Payday Loan Laws And How They Effect You

by : Tim Staines

Numerous individuals have suffered serious financial consequences as a result of obtaining payday loans. As a result, the United States Senate committee has appointed a special panel to investigate the situation. In addition, many states are also evaluating complaints lodged by consumers. Overall, there is an increasing trend towards tighter regulations. Before applying for a payday loan, it would be helpful to know the current legislative situation in your state in regard to this type of lender.

As you may be aware, a payday loan is a cash advance that uses your next paycheck as a form of collateral. In many cases, the term of these loans ranges from one week to two weeks, which would correspond with your payday. Typically, you will have to pay an application fee, which may be taken out of your loan amount. Unfortunately, these fees can be very high, and help to increase the burden of accrued penalties and interest.
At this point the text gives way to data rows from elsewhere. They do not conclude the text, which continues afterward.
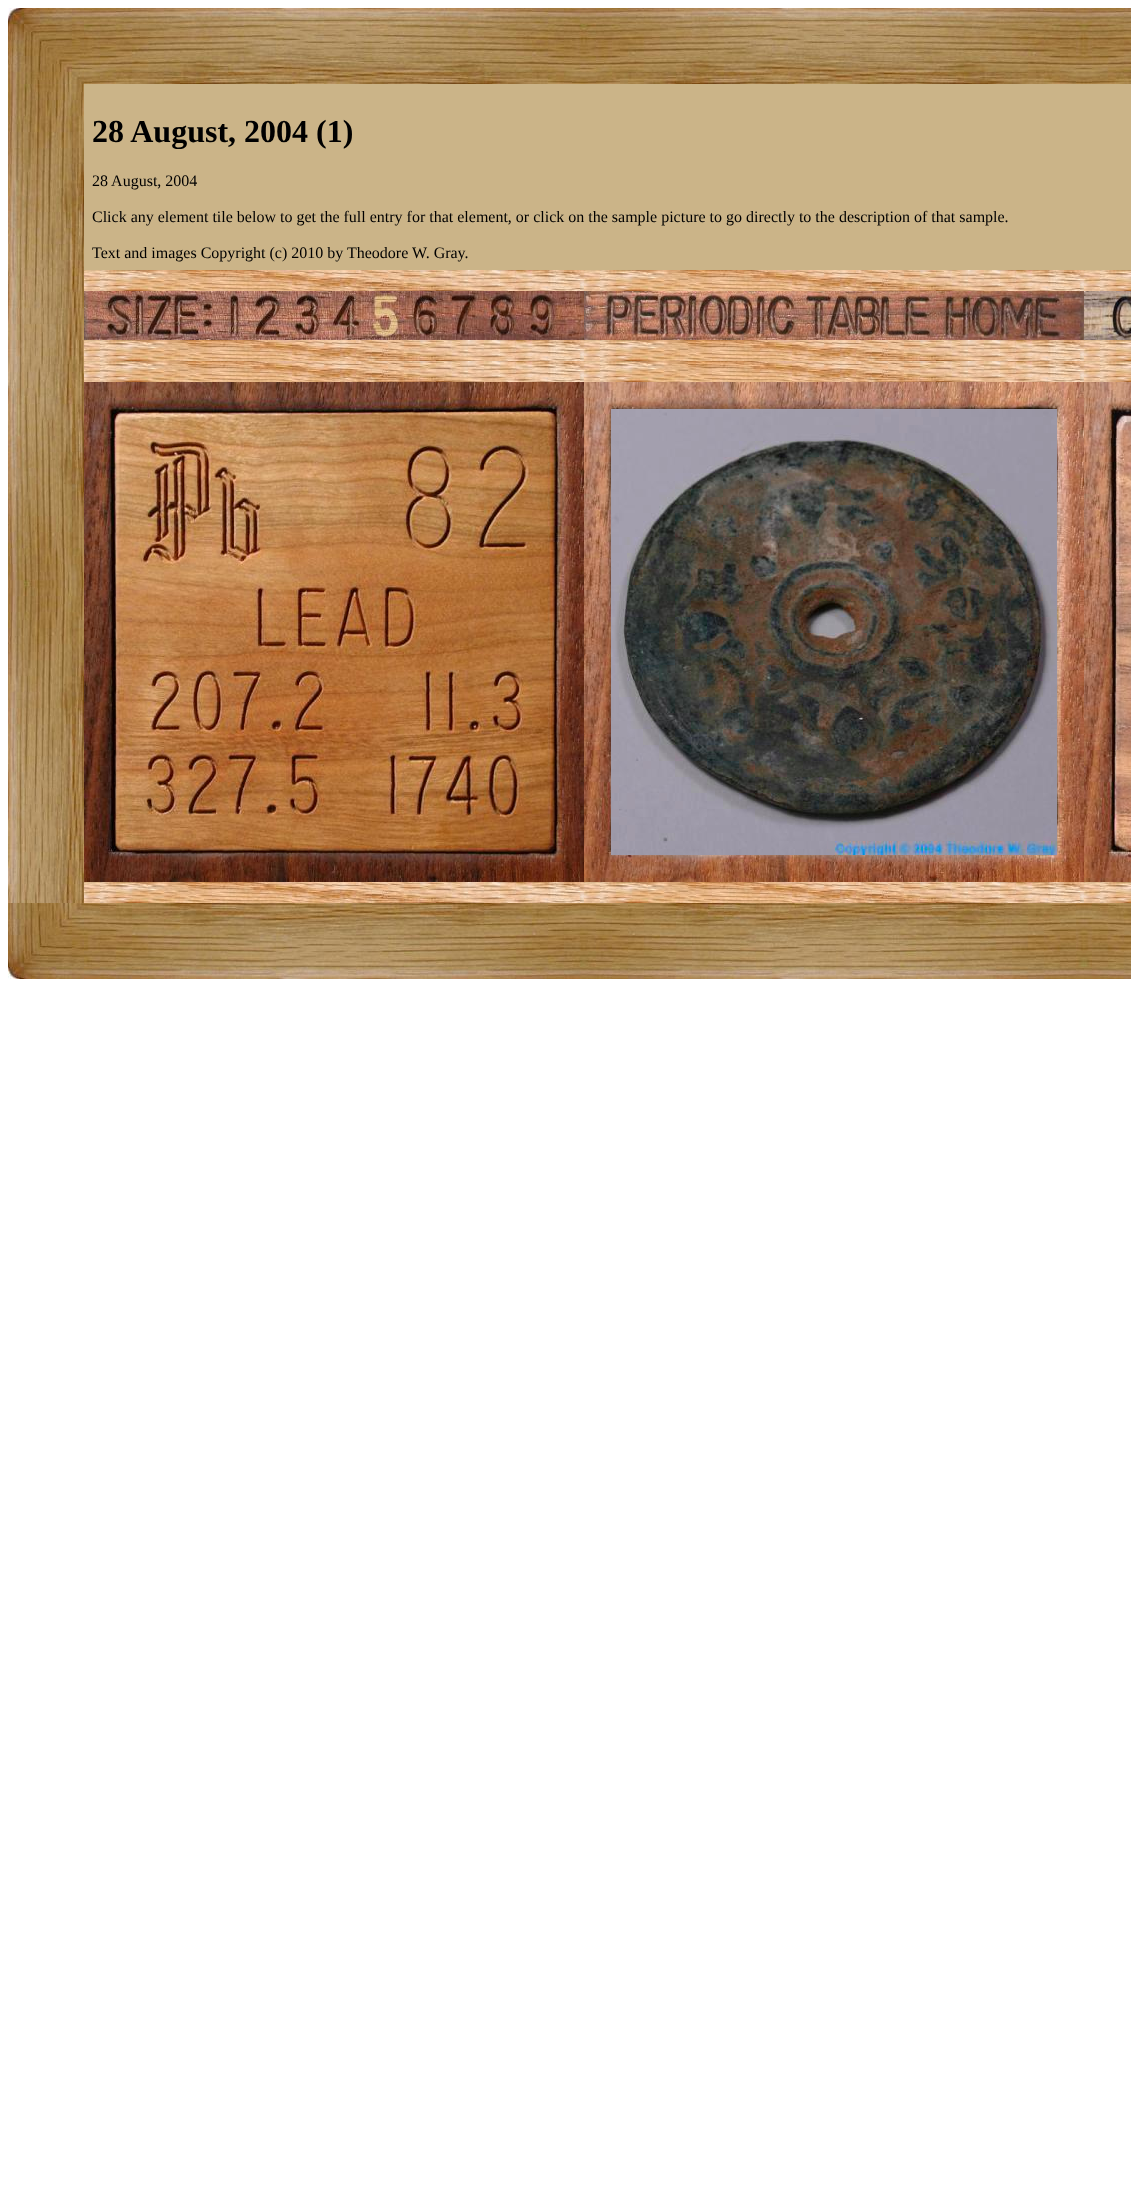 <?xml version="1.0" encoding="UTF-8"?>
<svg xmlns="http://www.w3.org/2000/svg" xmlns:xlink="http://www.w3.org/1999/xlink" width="1131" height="2197">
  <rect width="100%" height="100%" fill="#ffffff" />
  <image x="8" y="8" width="76" height="76" xlink:href="image1.png" />
  <image x="84" y="8" width="1047" height="76" xlink:href="image2.png" />
  <image x="8" y="84" width="76" height="819" xlink:href="image3.png" />
  <rect x="84" y="84" width="1047" height="186" fill="#cbb488" />
  <image x="84" y="270" width="1047" height="21" xlink:href="image4.png" />
  <image x="84" y="291" width="500" height="49" xlink:href="image5.png" />
  <image x="584" y="291" width="500" height="49" xlink:href="image6.png" />
  <image x="1084" y="291" width="47" height="49" xlink:href="image7.png" />
  <image x="84" y="340" width="1047" height="21" xlink:href="image4.png" />
  <image x="84" y="361" width="1047" height="21" xlink:href="image4.png" />
  <image x="84" y="382" width="500" height="500" xlink:href="image8.png" />
  <image x="584" y="382" width="500" height="500" xlink:href="image9.png" />
  <image x="611" y="409" width="446" height="446" xlink:href="image10.png" />
  <image x="1084" y="382" width="47" height="500" xlink:href="image11.png" />
  <image x="84" y="882" width="1047" height="21" xlink:href="image4.png" />
  <image x="8" y="903" width="76" height="76" xlink:href="image12.png" />
  <image x="84" y="903" width="1047" height="76" xlink:href="image13.png" />
  <text x="92" y="142" style="font-family: Liberation Serif; font-size: 32px; font-weight: bold; fill: #000000">28 August, 2004 (1)</text>
  <text x="92" y="186" style="font-family: Liberation Serif; font-size: 16px; fill: #000000">28 August, 2004</text>
  <text x="92" y="222" style="font-family: Liberation Serif; font-size: 16px; fill: #000000">Click any element tile below to get the full entry for that element, or click on the sample picture to go directly to the description of that sample.</text>
  <text x="92" y="258" style="font-family: Liberation Serif; font-size: 16px; fill: #000000">Text and images Copyright (c) 2010 by Theodore W. Gray.</text>
</svg>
In many cases, people cannot afford to pay off the loan plus interest once their paycheck comes in. As a result, they must also pay nsf charges to the lender as well as the bank. In addition to these charges, late payment fees and penalties can quickly add up to hundreds of dollars. Unfortunately, few individuals realize that there is a 60% cap on interest that a lender can charge in one year.

Because many payday loan vendors actually charge well over 140% per year, some states have outlawed payday loans altogether. As an example, payday loan vendors cannot operate or solicit in North Carolina as the result of a judgment passed on March 1 2006. In addition, on any existing payday loans, lenders must accept the principal amount as payment in full. The judgment also stipulates that payday loan vendors that operated in North Carolina must contribute $700,000 to a non-profit organization dedicated to debt relief.

On the other side of it, payday loan companies feel they have a right to charge high interest rates and penalties. Among other things, they cite the fact that a substantial number of loans never get repaid. That said, one would logically expect this type of situation to occur when interest rates and associated fees are beyond affordable limits. One might even go so far as to say that payday loan vendors create their own problems.

Proponents of the payday loan industry have also sought to defend themselves in the face of an onslaught of legitimate complaints against them. As an example, in his report titled "Defining and Detecting Predatory Lending" Donald. P. Morgan defines predatory lending as a "welfare reducing provision of credit". Perhaps when such sentiments exist within an industry, it is no wonder that governing bodies are considering banning payday loans altogether, and perhaps even awarding settlements to people that were the victims of these lenders.

Today, the activities of payday loan lenders remains under close scrutiny. Without a question, as regulations continue to tighten, payday loans will become more difficult to obtain. That said, perhaps that is the only answer to ensuring that individuals do not take on more debt than they can afford to manage.